- **Task description**
Please restate each entry exactly, without skipping any.

BEGIN Records shown

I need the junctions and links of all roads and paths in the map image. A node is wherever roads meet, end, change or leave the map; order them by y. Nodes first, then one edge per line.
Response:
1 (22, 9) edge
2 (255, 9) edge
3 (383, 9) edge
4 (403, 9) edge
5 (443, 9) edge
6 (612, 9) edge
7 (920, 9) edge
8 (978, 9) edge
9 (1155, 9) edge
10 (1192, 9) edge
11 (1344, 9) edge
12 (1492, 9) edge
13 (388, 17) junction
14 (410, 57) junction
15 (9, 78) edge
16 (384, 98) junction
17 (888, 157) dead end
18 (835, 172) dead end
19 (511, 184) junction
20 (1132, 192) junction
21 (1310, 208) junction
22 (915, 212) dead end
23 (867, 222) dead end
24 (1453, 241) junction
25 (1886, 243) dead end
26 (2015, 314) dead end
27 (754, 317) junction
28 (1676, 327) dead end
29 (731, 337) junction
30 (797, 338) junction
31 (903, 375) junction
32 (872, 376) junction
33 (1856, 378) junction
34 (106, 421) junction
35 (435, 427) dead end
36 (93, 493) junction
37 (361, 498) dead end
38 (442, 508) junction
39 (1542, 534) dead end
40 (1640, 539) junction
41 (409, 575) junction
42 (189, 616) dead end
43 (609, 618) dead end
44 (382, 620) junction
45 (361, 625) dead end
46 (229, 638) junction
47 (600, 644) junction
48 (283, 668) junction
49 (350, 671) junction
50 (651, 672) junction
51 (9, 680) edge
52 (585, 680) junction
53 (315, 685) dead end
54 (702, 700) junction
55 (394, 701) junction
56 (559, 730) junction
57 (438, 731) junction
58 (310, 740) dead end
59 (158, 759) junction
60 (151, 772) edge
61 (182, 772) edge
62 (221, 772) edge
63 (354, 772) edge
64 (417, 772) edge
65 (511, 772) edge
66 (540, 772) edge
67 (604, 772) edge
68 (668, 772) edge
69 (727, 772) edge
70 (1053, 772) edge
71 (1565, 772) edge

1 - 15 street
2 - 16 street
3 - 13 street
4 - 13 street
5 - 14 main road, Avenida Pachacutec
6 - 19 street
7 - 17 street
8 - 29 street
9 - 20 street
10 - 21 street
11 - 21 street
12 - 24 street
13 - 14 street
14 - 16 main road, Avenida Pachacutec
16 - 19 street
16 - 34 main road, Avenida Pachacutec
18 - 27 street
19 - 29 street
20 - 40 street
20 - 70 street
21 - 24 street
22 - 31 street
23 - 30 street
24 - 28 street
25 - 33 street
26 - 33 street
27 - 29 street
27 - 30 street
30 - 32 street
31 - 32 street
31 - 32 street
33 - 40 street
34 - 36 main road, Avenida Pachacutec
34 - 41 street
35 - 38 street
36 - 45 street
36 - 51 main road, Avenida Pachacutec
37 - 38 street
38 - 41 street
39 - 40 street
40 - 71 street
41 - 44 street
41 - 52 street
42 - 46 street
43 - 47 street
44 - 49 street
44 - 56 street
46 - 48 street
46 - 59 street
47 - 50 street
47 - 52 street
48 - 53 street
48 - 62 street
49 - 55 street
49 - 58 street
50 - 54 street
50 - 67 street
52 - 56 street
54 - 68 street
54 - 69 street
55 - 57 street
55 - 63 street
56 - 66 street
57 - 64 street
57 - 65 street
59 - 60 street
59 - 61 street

END Records shown

- **Solution for this problem**
I need the junctions and links of all roads and paths in the map image. A node is wherever roads meet, end, change or leave the map; order them by y. Nodes first, then one edge per line.
Response:
1 (22, 9) edge
2 (255, 9) edge
3 (383, 9) edge
4 (403, 9) edge
5 (443, 9) edge
6 (612, 9) edge
7 (920, 9) edge
8 (978, 9) edge
9 (1155, 9) edge
10 (1192, 9) edge
11 (1344, 9) edge
12 (1492, 9) edge
13 (388, 17) junction
14 (410, 57) junction
15 (9, 78) edge
16 (384, 98) junction
17 (888, 157) dead end
18 (835, 172) dead end
19 (511, 184) junction
20 (1132, 192) junction
21 (1310, 208) junction
22 (915, 212) dead end
23 (867, 222) dead end
24 (1453, 241) junction
25 (1886, 243) dead end
26 (2015, 314) dead end
27 (754, 317) junction
28 (1676, 327) dead end
29 (731, 337) junction
30 (797, 338) junction
31 (903, 375) junction
32 (872, 376) junction
33 (1856, 378) junction
34 (106, 421) junction
35 (435, 427) dead end
36 (93, 493) junction
37 (361, 498) dead end
38 (442, 508) junction
39 (1542, 534) dead end
40 (1640, 539) junction
41 (409, 575) junction
42 (189, 616) dead end
43 (609, 618) dead end
44 (382, 620) junction
45 (361, 625) dead end
46 (229, 638) junction
47 (600, 644) junction
48 (283, 668) junction
49 (350, 671) junction
50 (651, 672) junction
51 (9, 680) edge
52 (585, 680) junction
53 (315, 685) dead end
54 (702, 700) junction
55 (394, 701) junction
56 (559, 730) junction
57 (438, 731) junction
58 (310, 740) dead end
59 (158, 759) junction
60 (151, 772) edge
61 (182, 772) edge
62 (221, 772) edge
63 (354, 772) edge
64 (417, 772) edge
65 (511, 772) edge
66 (540, 772) edge
67 (604, 772) edge
68 (668, 772) edge
69 (727, 772) edge
70 (1053, 772) edge
71 (1565, 772) edge

1 - 15 street
2 - 16 street
3 - 13 street
4 - 13 street
5 - 14 main road, Avenida Pachacutec
6 - 19 street
7 - 17 street
8 - 29 street
9 - 20 street
10 - 21 street
11 - 21 street
12 - 24 street
13 - 14 street
14 - 16 main road, Avenida Pachacutec
16 - 19 street
16 - 34 main road, Avenida Pachacutec
18 - 27 street
19 - 29 street
20 - 40 street
20 - 70 street
21 - 24 street
22 - 31 street
23 - 30 street
24 - 28 street
25 - 33 street
26 - 33 street
27 - 29 street
27 - 30 street
30 - 32 street
31 - 32 street
31 - 32 street
33 - 40 street
34 - 36 main road, Avenida Pachacutec
34 - 41 street
35 - 38 street
36 - 45 street
36 - 51 main road, Avenida Pachacutec
37 - 38 street
38 - 41 street
39 - 40 street
40 - 71 street
41 - 44 street
41 - 52 street
42 - 46 street
43 - 47 street
44 - 49 street
44 - 56 street
46 - 48 street
46 - 59 street
47 - 50 street
47 - 52 street
48 - 53 street
48 - 62 street
49 - 55 street
49 - 58 street
50 - 54 street
50 - 67 street
52 - 56 street
54 - 68 street
54 - 69 street
55 - 57 street
55 - 63 street
56 - 66 street
57 - 64 street
57 - 65 street
59 - 60 street
59 - 61 street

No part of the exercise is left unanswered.